Learning Data Association for Multi-Object Tracking using Only Coordinates
This work addresses the challenge of tracking multiple objects in videos, particularly in crowded or dynamic scenes, by introducing a novel method that avoids reliance on traditional metrics like intersection over union or motion priors, representing an incremental improvement over existing trackers.
The paper tackles the data association problem in multi-object tracking by proposing a Transformer-based module that uses only bounding box coordinates to estimate affinity scores between tracks, achieving state-of-the-art performance on DanceTrack and KITTIMOT datasets and competitive results on MOT17.

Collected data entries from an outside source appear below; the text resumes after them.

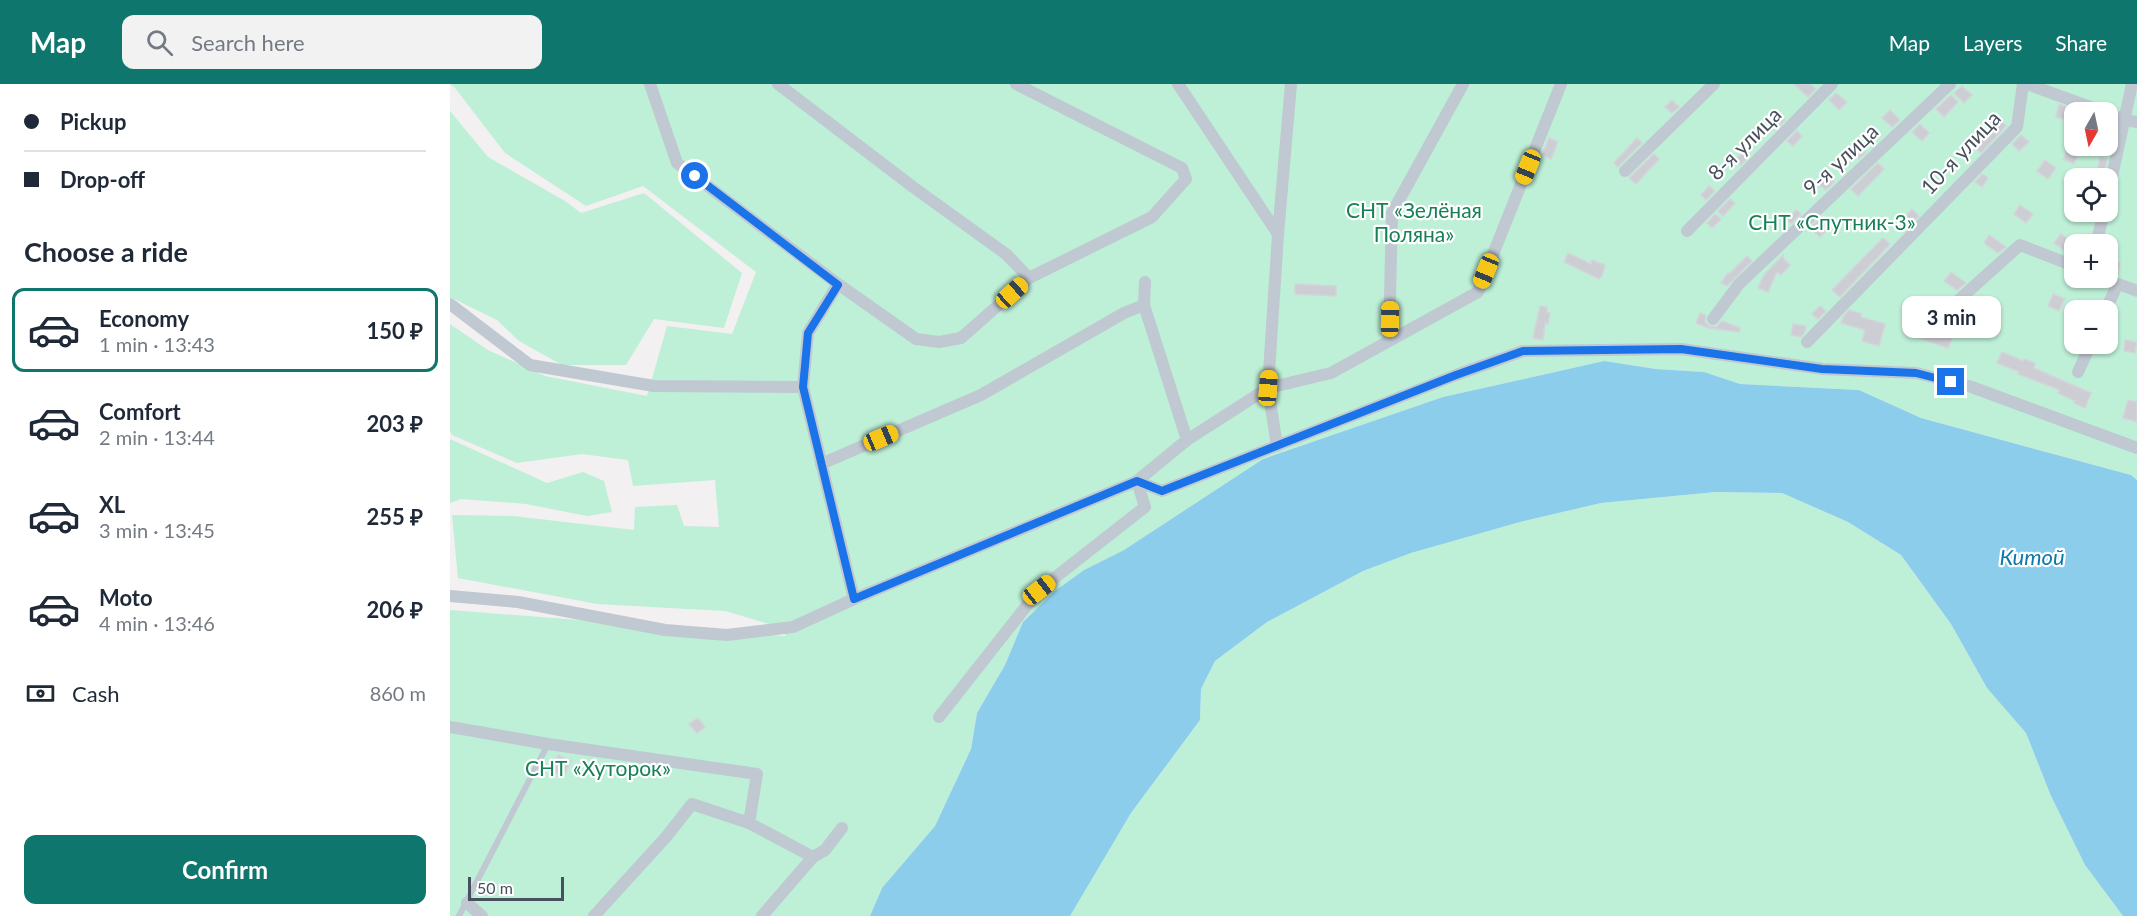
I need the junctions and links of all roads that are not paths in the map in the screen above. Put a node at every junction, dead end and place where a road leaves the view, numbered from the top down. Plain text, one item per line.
1 (650, 84) edge
2 (778, 84) edge
3 (1016, 84) edge
4 (1178, 84) edge
5 (1291, 84) edge
6 (1463, 84) edge
7 (1561, 84) edge
8 (1714, 84) edge
9 (1832, 84) edge
10 (1950, 84) edge
11 (2025, 84) edge
12 (2132, 84) edge
13 (2075, 102) edge
14 (2131, 121) edge
15 (2116, 168) edge
16 (1625, 171) dead end
17 (1687, 231) dead end
18 (1278, 234) junction
19 (2064, 262) edge
20 (1029, 278) junction
21 (1144, 282) dead end
22 (838, 285) junction
23 (2118, 285) edge
24 (2137, 291) edge
25 (450, 304) edge
26 (1144, 305) junction
27 (1713, 319) dead end
28 (1933, 323) dead end
29 (1389, 340) junction
30 (1807, 342) dead end
31 (2087, 354) edge
32 (2079, 372) dead end
33 (803, 387) junction
34 (1268, 388) junction
35 (1187, 440) junction
36 (1277, 446) junction
37 (2137, 448) edge
38 (821, 464) junction
39 (1137, 481) junction
40 (450, 596) edge
41 (854, 599) junction
42 (939, 717) dead end
43 (450, 727) edge
44 (548, 744) junction
45 (749, 823) junction
46 (842, 828) dead end
47 (813, 857) junction
48 (467, 903) junction
49 (459, 916) edge
50 (482, 916) edge
51 (594, 916) edge
52 (762, 916) edge

1 - 22 street
2 - 20 street
3 - 20 street
4 - 18 street
5 - 18 street
6 - 29 street
7 - 29 street
8 - 16 street
9 - 17 street, 8-я улица
10 - 27 street, 9-я улица
11 - 13 street
11 - 30 street, 10-я улица
12 - 14 street
14 - 15 street
18 - 34 street
19 - 28 street
20 - 22 street
21 - 26 street
22 - 33 street
23 - 24 street
25 - 33 street
26 - 35 street
26 - 38 street
29 - 34 street
31 - 32 street
33 - 38 street
34 - 35 street
34 - 36 street
35 - 39 street
36 - 37 street
36 - 39 street
38 - 41 street
39 - 41 street
39 - 42 street
40 - 41 street
43 - 44 street
44 - 45 street
44 - 48 lane
45 - 47 street
45 - 51 street
46 - 47 street
47 - 52 street
48 - 49 lane
48 - 50 street

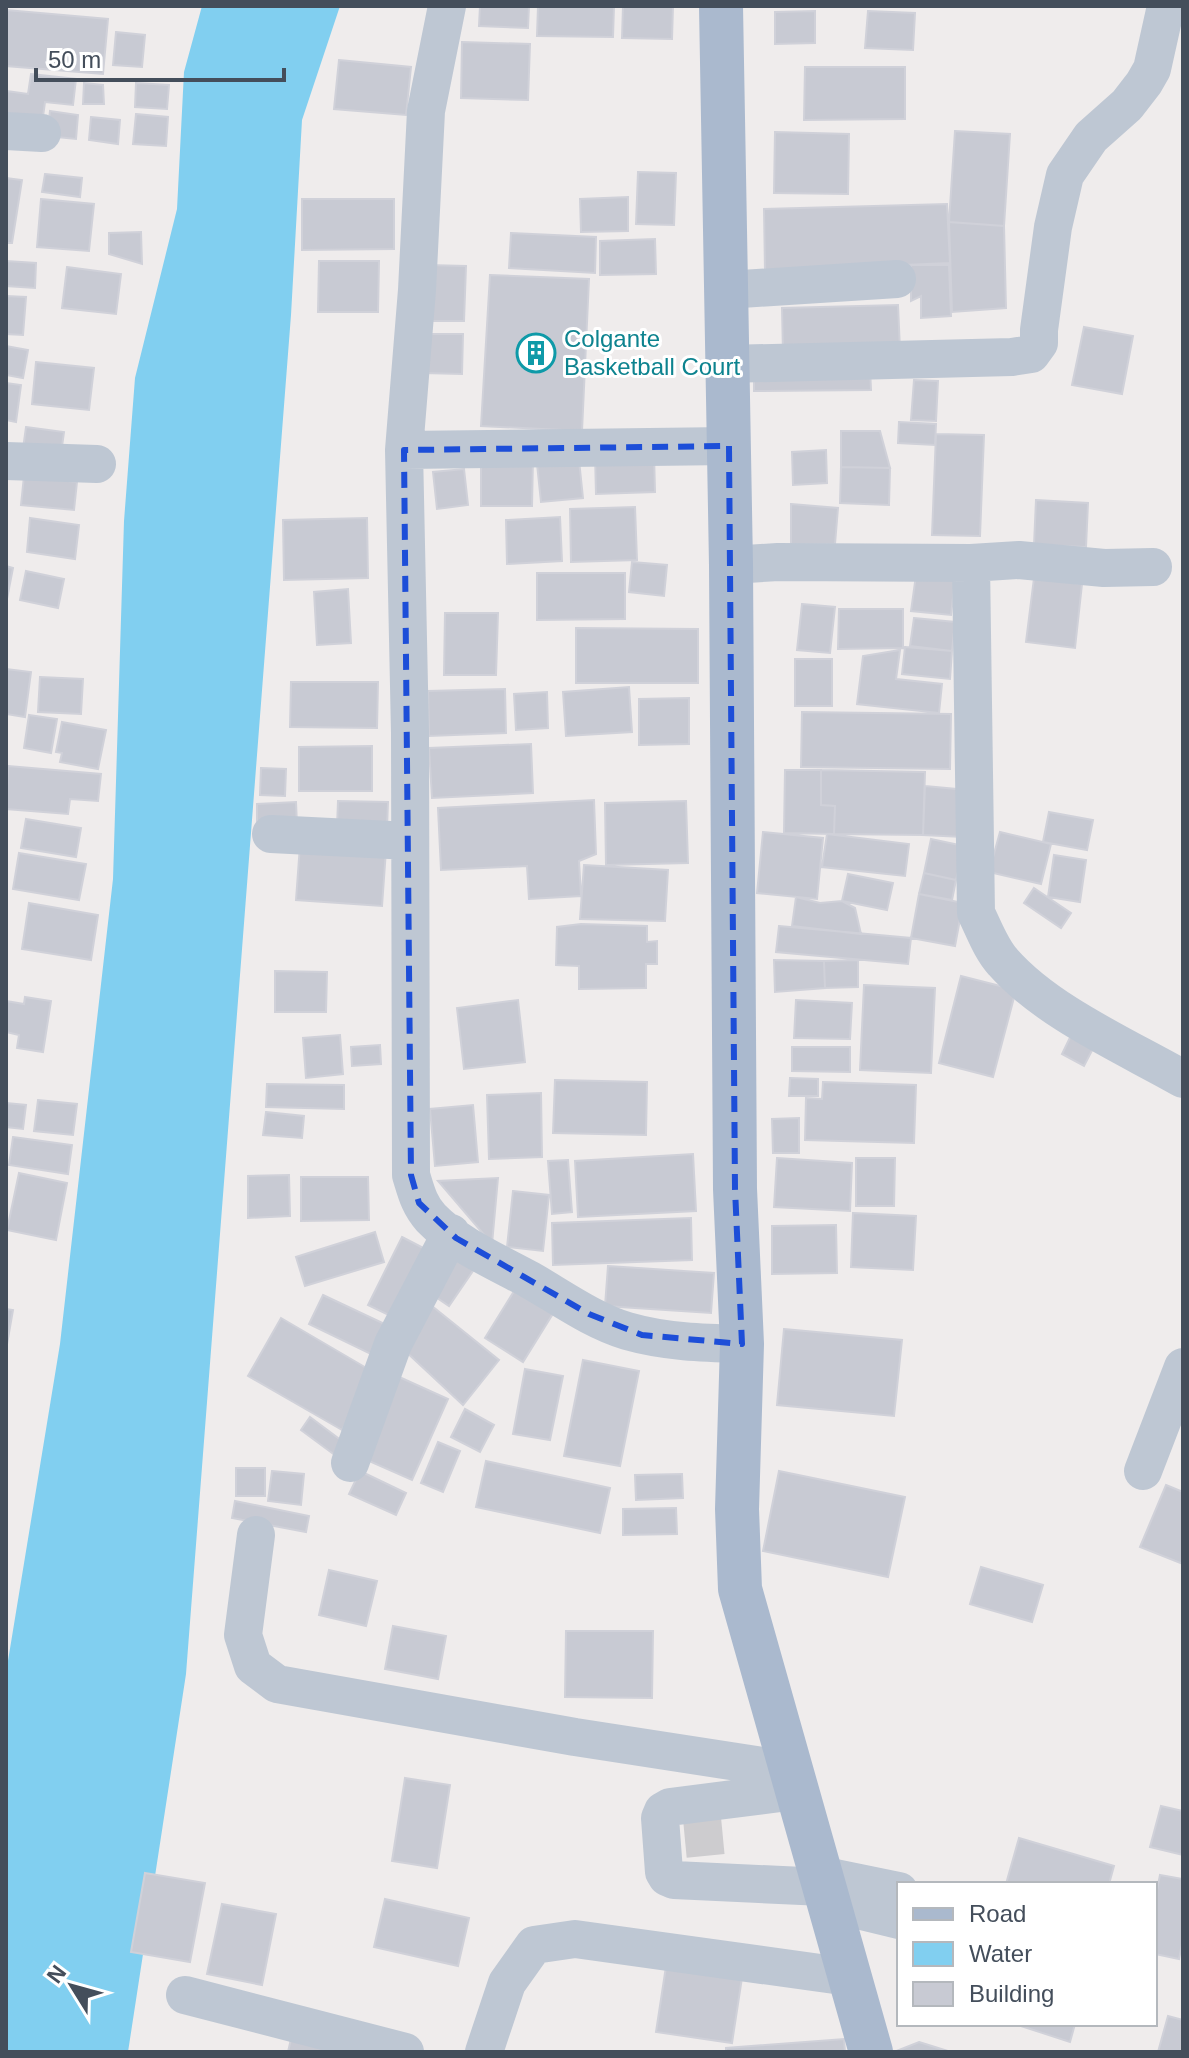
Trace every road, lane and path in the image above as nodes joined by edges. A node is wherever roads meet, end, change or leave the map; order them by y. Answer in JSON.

We propose a novel Transformer-based module to address the data association problem for multi-object tracking. From detections obtained by a pretrained detector, this module uses only coordinates from bounding boxes to estimate an affinity score between pairs of tracks extracted from two distinct temporal windows. This module, named TWiX, is trained on sets of tracks with the objective of discriminating pairs of tracks coming from the same object from those which are not. Our module does not use the intersection over union measure, nor does it requires any motion priors or any camera motion compensation technique. By inserting TWiX within an online cascade matching pipeline, our tracker C-TWiX achieves state-of-the-art performance on the DanceTrack and KITTIMOT datasets, and gets competitive results on the MOT17 dataset. The code will be made available upon publication.